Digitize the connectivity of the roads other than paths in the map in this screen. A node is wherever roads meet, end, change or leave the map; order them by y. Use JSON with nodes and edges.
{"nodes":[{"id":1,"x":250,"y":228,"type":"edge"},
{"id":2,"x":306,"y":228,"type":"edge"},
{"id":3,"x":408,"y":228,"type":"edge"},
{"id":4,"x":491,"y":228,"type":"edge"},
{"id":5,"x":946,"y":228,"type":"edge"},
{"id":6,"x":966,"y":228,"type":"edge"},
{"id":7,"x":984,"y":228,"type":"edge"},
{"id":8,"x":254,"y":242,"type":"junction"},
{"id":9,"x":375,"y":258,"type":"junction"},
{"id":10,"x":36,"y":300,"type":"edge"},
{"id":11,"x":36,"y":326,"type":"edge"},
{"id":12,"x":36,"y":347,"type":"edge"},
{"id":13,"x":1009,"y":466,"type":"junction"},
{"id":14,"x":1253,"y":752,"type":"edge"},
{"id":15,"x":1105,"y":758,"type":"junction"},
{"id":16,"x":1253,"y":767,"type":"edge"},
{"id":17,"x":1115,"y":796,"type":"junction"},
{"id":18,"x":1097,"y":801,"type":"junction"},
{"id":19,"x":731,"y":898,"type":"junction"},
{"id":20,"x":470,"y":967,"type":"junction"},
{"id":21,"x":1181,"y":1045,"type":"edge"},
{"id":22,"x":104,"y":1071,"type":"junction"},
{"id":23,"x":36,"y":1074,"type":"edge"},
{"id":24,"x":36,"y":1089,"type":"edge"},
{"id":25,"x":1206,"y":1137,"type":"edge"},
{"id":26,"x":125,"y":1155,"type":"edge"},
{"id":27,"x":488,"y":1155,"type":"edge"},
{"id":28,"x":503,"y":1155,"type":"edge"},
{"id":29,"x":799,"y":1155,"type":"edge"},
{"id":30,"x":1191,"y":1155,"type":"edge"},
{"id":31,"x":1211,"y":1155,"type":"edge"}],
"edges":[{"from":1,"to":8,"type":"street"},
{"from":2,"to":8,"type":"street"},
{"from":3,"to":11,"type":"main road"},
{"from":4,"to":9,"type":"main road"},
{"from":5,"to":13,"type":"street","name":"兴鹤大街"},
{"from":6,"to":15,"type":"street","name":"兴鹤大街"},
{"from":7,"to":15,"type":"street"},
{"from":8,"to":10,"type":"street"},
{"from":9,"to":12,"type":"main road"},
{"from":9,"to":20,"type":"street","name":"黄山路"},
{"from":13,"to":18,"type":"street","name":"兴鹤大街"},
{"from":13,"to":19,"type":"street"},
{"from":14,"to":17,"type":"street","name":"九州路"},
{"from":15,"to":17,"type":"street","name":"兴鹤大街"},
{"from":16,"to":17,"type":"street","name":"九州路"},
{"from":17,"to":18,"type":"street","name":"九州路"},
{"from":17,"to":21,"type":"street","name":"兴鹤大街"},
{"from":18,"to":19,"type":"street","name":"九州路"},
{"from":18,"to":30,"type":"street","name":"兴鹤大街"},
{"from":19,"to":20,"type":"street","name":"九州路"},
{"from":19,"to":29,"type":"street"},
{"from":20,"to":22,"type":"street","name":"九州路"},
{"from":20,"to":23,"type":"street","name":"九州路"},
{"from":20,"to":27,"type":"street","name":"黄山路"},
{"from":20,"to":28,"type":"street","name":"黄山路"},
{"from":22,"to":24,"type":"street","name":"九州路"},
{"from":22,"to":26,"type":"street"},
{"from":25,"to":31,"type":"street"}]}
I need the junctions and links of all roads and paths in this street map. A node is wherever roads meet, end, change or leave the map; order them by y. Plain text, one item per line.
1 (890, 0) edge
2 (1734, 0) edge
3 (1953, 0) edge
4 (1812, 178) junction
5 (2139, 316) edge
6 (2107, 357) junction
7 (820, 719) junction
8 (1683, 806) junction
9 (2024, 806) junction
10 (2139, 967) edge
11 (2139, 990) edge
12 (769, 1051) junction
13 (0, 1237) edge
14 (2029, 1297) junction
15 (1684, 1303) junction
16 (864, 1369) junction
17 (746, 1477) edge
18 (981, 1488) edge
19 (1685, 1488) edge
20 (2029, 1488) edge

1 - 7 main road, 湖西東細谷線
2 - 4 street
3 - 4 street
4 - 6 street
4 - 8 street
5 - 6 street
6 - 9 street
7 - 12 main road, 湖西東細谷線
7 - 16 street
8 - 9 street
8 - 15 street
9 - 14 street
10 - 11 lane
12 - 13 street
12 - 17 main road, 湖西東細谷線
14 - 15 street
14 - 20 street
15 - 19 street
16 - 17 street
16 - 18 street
****************
About this exercise: Copy each line of the entries in which the string "order" is found.

Output of the exercise:
Digitize the connectivity of the roads other than paths in the map in this screen. A node is wherever roads meet, end, change or leave the map; order them by y. Use JSON with nodes and edges.
I need the junctions and links of all roads and paths in this street map. A node is wherever roads meet, end, change or leave the map; order them by y. Plain text, one item per line.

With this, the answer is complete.